» Your assignment: A complete answer retypes each of the records below precisely and includes none of the pictures.

--- Data shown ---

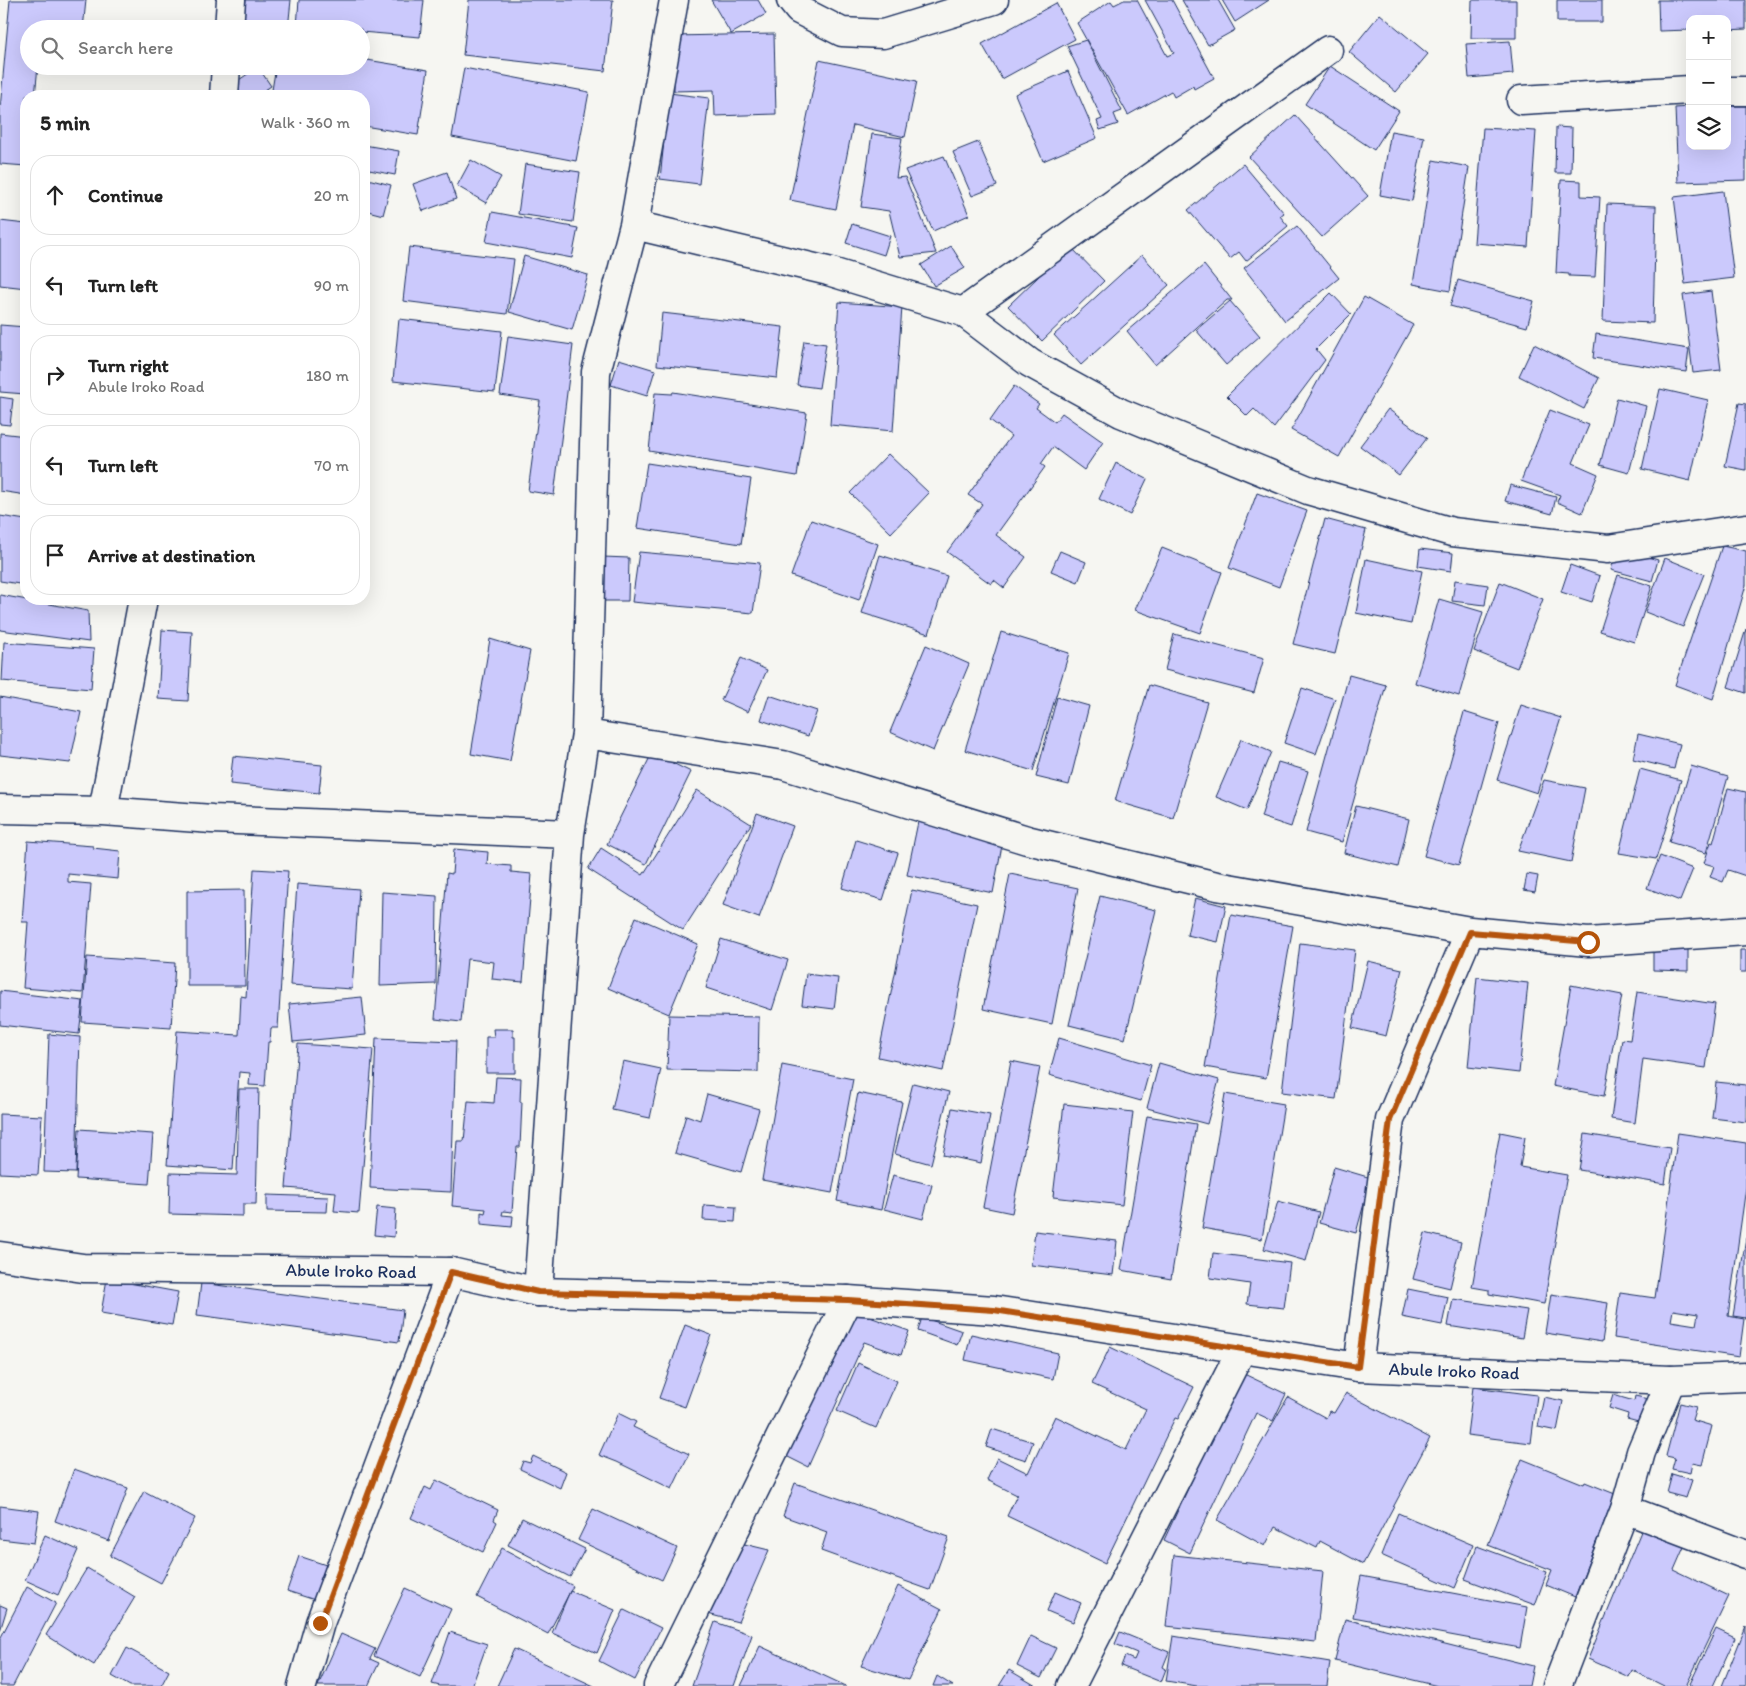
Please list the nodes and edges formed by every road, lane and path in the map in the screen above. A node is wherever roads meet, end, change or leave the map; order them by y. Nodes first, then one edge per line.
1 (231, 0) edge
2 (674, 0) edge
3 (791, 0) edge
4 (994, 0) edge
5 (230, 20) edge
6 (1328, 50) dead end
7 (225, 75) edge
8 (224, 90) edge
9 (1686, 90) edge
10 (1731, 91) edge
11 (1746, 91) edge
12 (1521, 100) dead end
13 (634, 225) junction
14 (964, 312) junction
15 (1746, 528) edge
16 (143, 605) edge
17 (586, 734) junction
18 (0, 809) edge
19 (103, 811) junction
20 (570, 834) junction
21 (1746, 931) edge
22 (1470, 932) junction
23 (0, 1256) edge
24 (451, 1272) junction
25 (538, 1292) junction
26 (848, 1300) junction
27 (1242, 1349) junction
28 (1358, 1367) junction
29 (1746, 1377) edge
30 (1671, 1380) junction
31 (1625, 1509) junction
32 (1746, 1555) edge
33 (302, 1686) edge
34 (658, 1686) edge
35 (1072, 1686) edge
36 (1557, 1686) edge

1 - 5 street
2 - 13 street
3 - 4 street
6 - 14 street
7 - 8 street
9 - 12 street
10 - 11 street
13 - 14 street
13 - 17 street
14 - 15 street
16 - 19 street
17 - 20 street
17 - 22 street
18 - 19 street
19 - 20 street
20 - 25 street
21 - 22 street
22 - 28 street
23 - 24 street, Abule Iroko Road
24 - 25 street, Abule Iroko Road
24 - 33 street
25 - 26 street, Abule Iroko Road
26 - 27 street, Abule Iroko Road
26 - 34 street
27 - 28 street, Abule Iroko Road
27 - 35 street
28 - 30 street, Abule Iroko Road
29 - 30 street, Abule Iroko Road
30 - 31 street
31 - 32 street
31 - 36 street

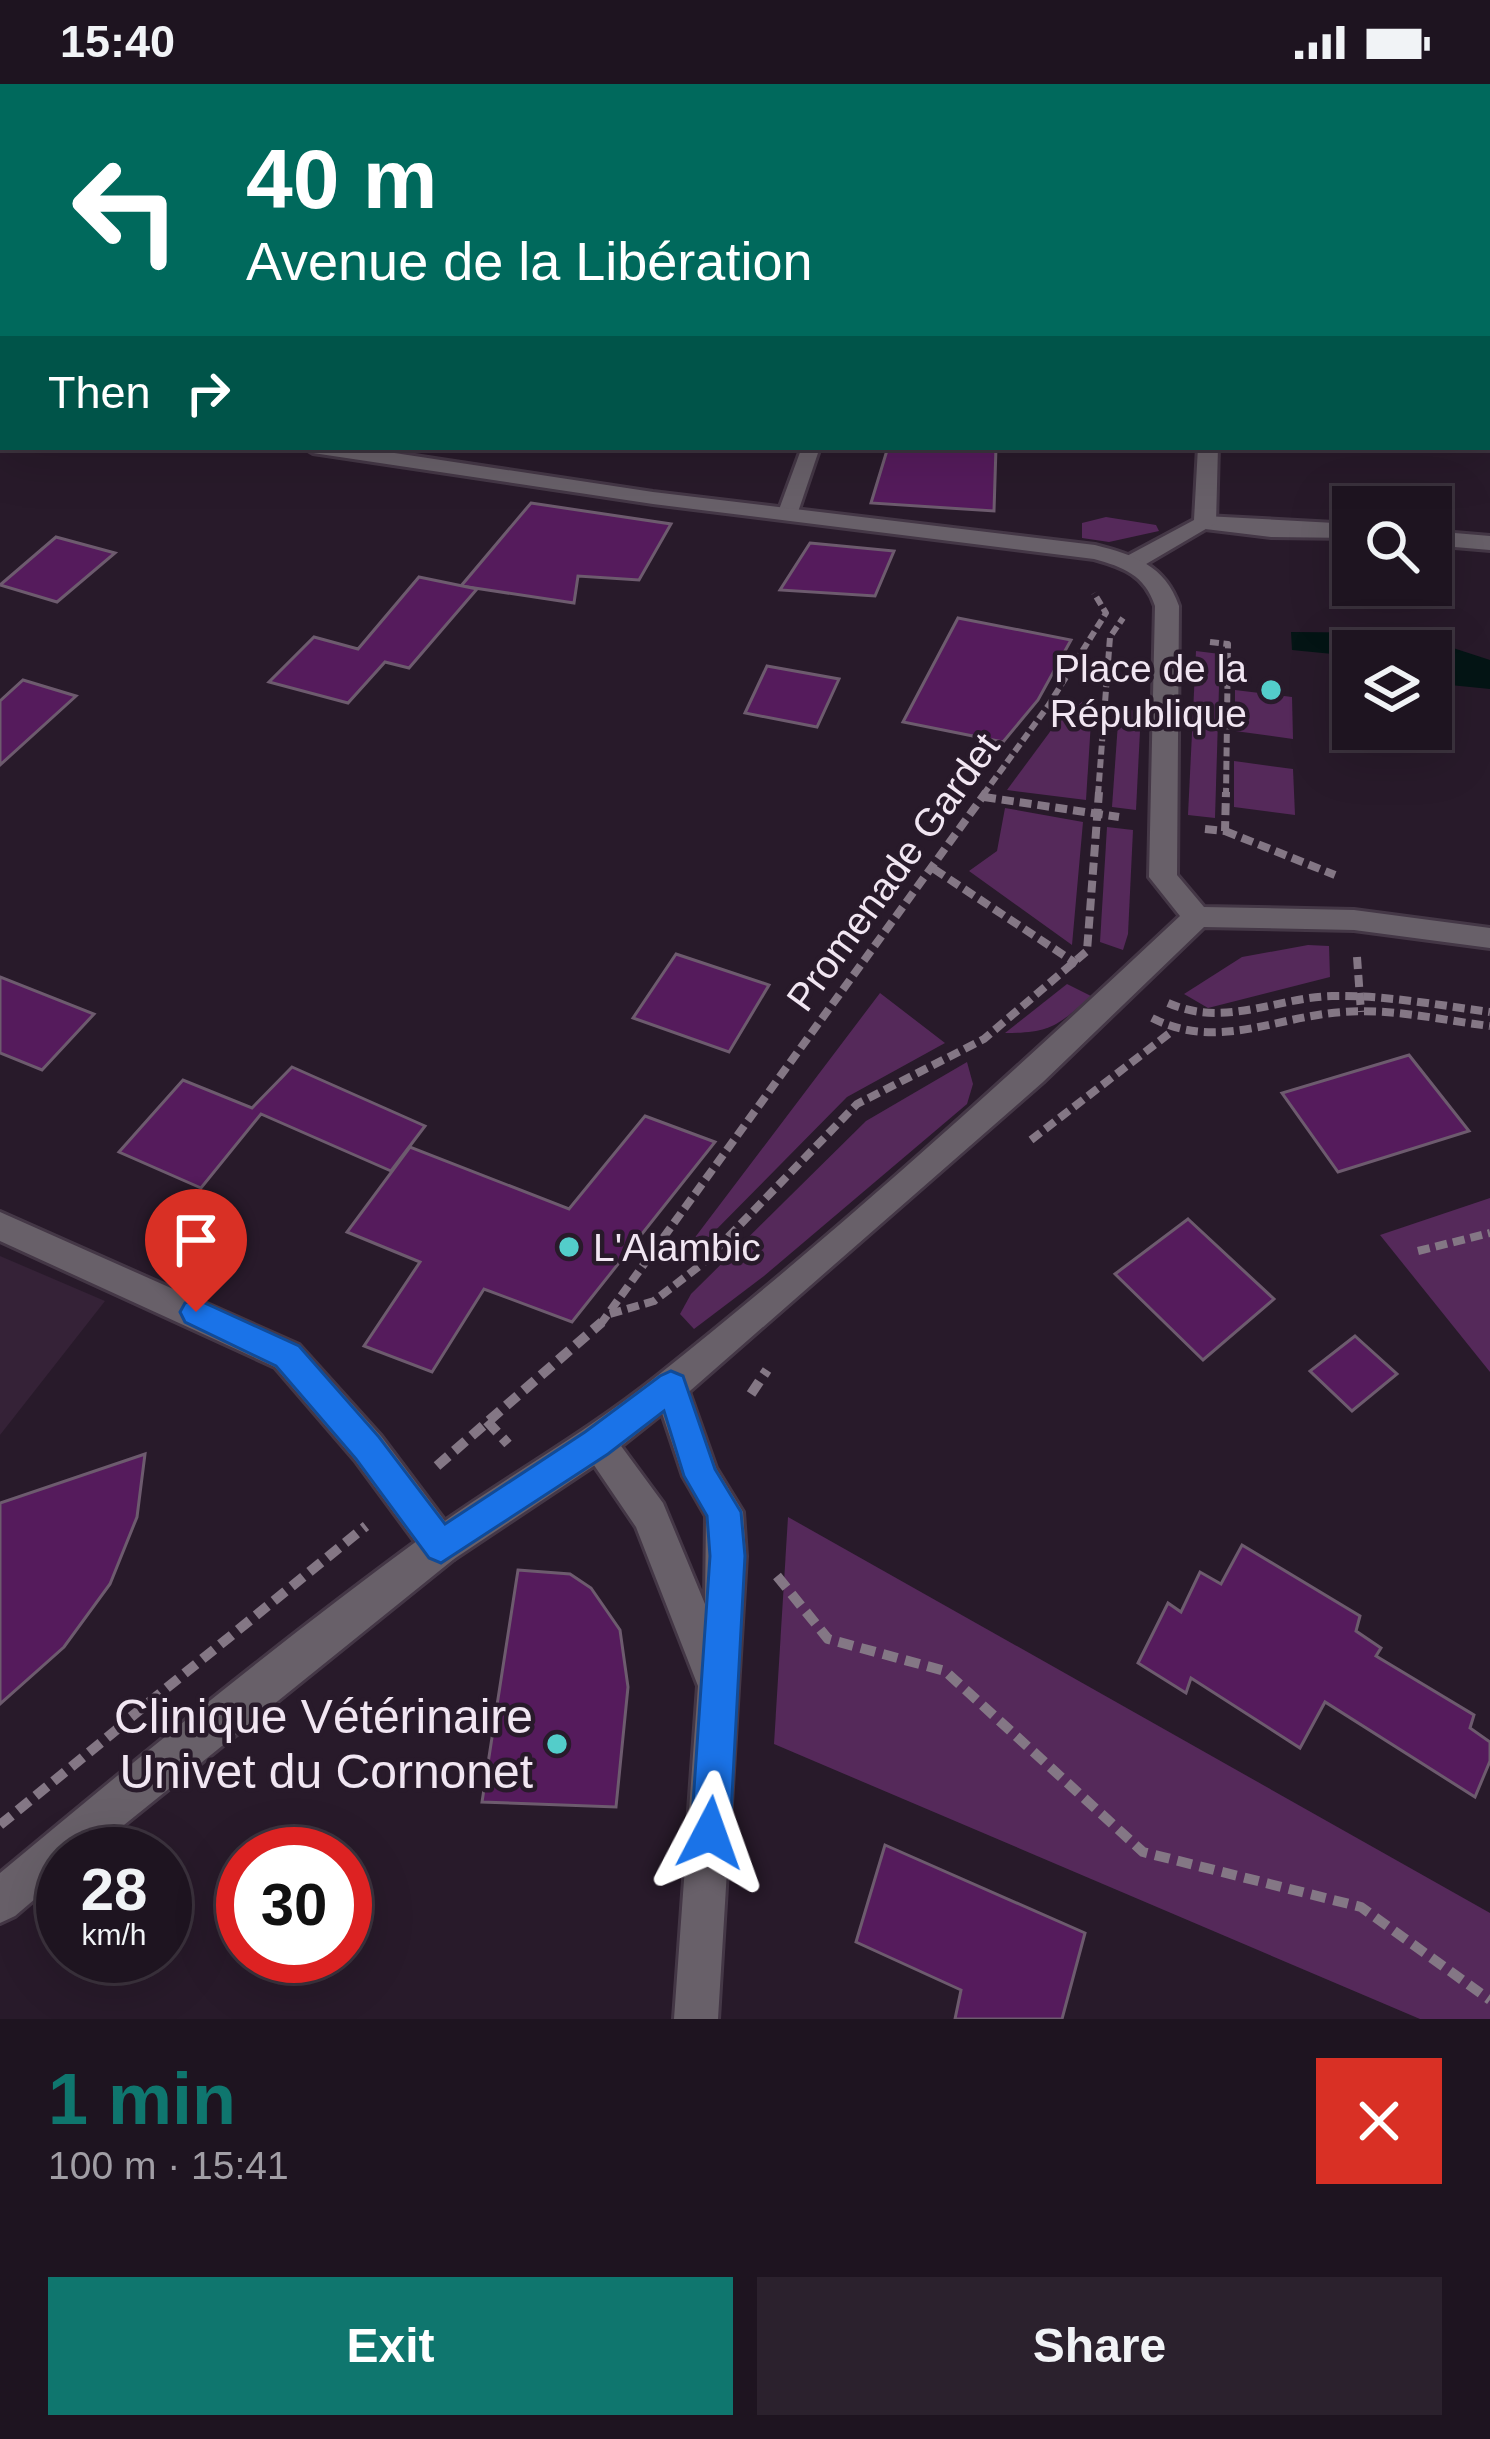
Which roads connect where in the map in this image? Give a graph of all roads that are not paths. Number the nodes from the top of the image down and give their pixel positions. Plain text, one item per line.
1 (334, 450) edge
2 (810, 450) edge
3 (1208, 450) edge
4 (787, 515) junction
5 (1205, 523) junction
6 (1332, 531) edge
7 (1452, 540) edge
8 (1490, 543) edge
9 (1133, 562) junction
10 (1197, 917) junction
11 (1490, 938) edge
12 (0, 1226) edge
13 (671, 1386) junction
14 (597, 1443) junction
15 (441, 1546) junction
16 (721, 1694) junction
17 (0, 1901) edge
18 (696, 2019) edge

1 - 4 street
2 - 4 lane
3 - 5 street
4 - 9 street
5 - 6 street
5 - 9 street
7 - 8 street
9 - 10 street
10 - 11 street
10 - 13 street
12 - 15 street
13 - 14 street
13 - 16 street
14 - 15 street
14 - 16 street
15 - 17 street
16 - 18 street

---

» Expected answer:
Please list the nodes and edges formed by every road, lane and path in the map in the screen above. A node is wherever roads meet, end, change or leave the map; order them by y. Nodes first, then one edge per line.
1 (231, 0) edge
2 (674, 0) edge
3 (791, 0) edge
4 (994, 0) edge
5 (230, 20) edge
6 (1328, 50) dead end
7 (225, 75) edge
8 (224, 90) edge
9 (1686, 90) edge
10 (1731, 91) edge
11 (1746, 91) edge
12 (1521, 100) dead end
13 (634, 225) junction
14 (964, 312) junction
15 (1746, 528) edge
16 (143, 605) edge
17 (586, 734) junction
18 (0, 809) edge
19 (103, 811) junction
20 (570, 834) junction
21 (1746, 931) edge
22 (1470, 932) junction
23 (0, 1256) edge
24 (451, 1272) junction
25 (538, 1292) junction
26 (848, 1300) junction
27 (1242, 1349) junction
28 (1358, 1367) junction
29 (1746, 1377) edge
30 (1671, 1380) junction
31 (1625, 1509) junction
32 (1746, 1555) edge
33 (302, 1686) edge
34 (658, 1686) edge
35 (1072, 1686) edge
36 (1557, 1686) edge

1 - 5 street
2 - 13 street
3 - 4 street
6 - 14 street
7 - 8 street
9 - 12 street
10 - 11 street
13 - 14 street
13 - 17 street
14 - 15 street
16 - 19 street
17 - 20 street
17 - 22 street
18 - 19 street
19 - 20 street
20 - 25 street
21 - 22 street
22 - 28 street
23 - 24 street, Abule Iroko Road
24 - 25 street, Abule Iroko Road
24 - 33 street
25 - 26 street, Abule Iroko Road
26 - 27 street, Abule Iroko Road
26 - 34 street
27 - 28 street, Abule Iroko Road
27 - 35 street
28 - 30 street, Abule Iroko Road
29 - 30 street, Abule Iroko Road
30 - 31 street
31 - 32 street
31 - 36 street

Which roads connect where in the map in this image? Give a graph of all roads that are not paths. Number the nodes from the top of the image down and give their pixel positions. Plain text, one item per line.
1 (334, 450) edge
2 (810, 450) edge
3 (1208, 450) edge
4 (787, 515) junction
5 (1205, 523) junction
6 (1332, 531) edge
7 (1452, 540) edge
8 (1490, 543) edge
9 (1133, 562) junction
10 (1197, 917) junction
11 (1490, 938) edge
12 (0, 1226) edge
13 (671, 1386) junction
14 (597, 1443) junction
15 (441, 1546) junction
16 (721, 1694) junction
17 (0, 1901) edge
18 (696, 2019) edge

1 - 4 street
2 - 4 lane
3 - 5 street
4 - 9 street
5 - 6 street
5 - 9 street
7 - 8 street
9 - 10 street
10 - 11 street
10 - 13 street
12 - 15 street
13 - 14 street
13 - 16 street
14 - 15 street
14 - 16 street
15 - 17 street
16 - 18 street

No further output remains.